Group blasts survey of St. Louis residents on Lambert as pro-privatization
A grassroots group called STL Not For Sale is criticizing an outreach campaign conducted by a team exploring privatization of St. Louis Lambert International Airport.
The group held a press conference Thursday on the steps of City Hall to protest what it says is a push for privatization. Alderwoman Megan Green, D-15th Ward, said she learned about the door-to-door effort from her constituents.
“The problem is the way in which the canvassing is being done,” she said. “The materials that are being presented to people at their doors have a very biased slant towards privatization.”
A statement from Mayor Lyda Krewson’s office said the advisory group looking into privatization had begun “an informational outreach campaign to keep the public up-to-date” while the idea is explored.
“The outreach plan includes direct information gathering from a sampling of City residents through door-knocking, public forums and public meetings. The purpose is to identify what is known about the exploration process, gather information about residents’ goals for improving the airport, and to answer questions about the exploration process.”
Metropolitan Strategies — one of the multiple companies hired to explore airport privatization — announced in early August that it planned to canvass 20,000 St. Louis residents door-to-door. At a meeting of the Airport Advisory Group on Tuesday, LeJuan Strickland said so far Metropolitan Strategies had knocked on 6,000 doors.
The group’s plan also called for conducting opinion polls and focus groups with St.
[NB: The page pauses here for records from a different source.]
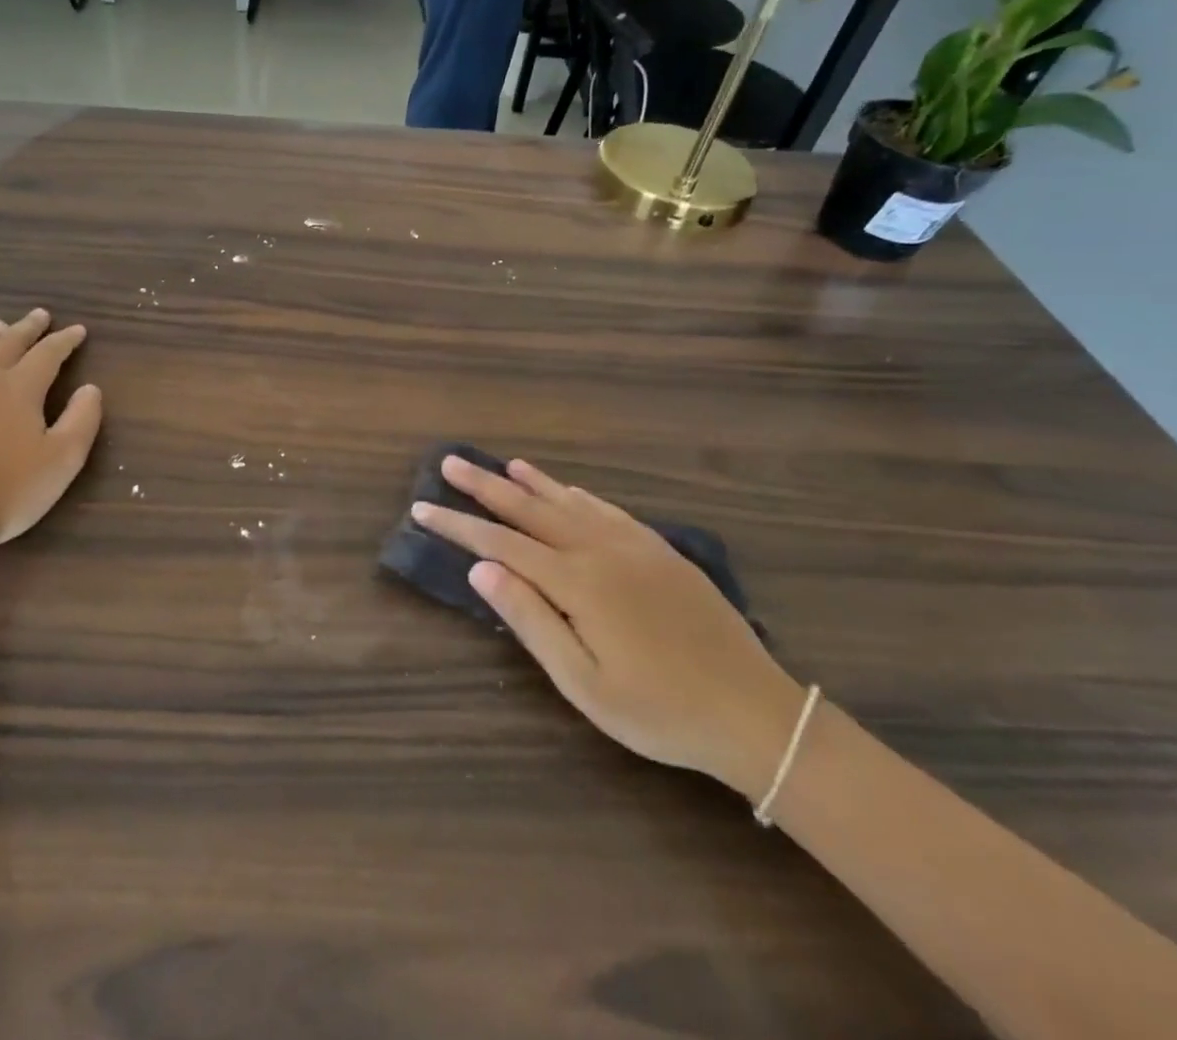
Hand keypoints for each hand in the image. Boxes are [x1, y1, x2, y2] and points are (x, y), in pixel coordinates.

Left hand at [0, 309, 103, 564]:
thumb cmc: (8, 490)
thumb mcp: (63, 459)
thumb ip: (82, 420)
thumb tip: (91, 388)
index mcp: (20, 388)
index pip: (48, 354)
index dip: (65, 341)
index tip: (78, 330)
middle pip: (8, 343)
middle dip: (28, 329)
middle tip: (40, 314)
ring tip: (0, 327)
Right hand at [414, 456, 803, 801]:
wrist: (753, 713)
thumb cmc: (659, 711)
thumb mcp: (584, 683)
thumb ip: (531, 621)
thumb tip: (481, 571)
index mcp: (577, 583)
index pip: (501, 544)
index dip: (458, 526)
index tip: (423, 509)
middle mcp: (599, 550)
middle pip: (529, 509)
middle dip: (484, 487)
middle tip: (449, 463)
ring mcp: (633, 546)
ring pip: (568, 502)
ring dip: (529, 482)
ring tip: (499, 464)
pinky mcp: (660, 551)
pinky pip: (607, 509)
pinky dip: (577, 494)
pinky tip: (566, 488)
Louis residents.
Alderwoman Cara Spencer, D-20th ward, is critical of the door-to-door campaign and its claims to solicit input from city residents.
“The organization is eliciting input from the general public without really putting out a lot of information about what the privatization would or could look like,” she said. “And that’s something I think the general public is really begging to know.”
Grow Missouri, a nonprofit funded by billionaire financier Rex Sinquefield, is paying for all fees associated with exploring privatization of the airport in the short term. According to the contract between the city and Grow Missouri, the city will be reimbursed if a private company enters into a lease agreement of the airport.
Alderwoman Green called the current door-to-door campaign a “push poll” that seeks to sway — not solicit — opinions.
“The canvassing at the doors needs to be a transparent, unbiased process, and that not what’s happening right now.”
The statement from the mayor's office said any decision on privatizing the operation and management of the airport will require approval by the Board of Estimate and Apportionment, the Board of Aldermen, the Federal Aviation Administration and a majority of the airlines that fly into Lambert.
Meanwhile, Spencer is sponsoring a bill that would require any privatization or lease of the airport be submitted to voters in a city-wide election. It was introduced to the Board of Alderman in late June and currently sits in the Transportation and Commerce Committee.
STL Not For Sale also is working to take the issue to voters. In order to get the question on the ballot, they will need to gather 6,500 signatures.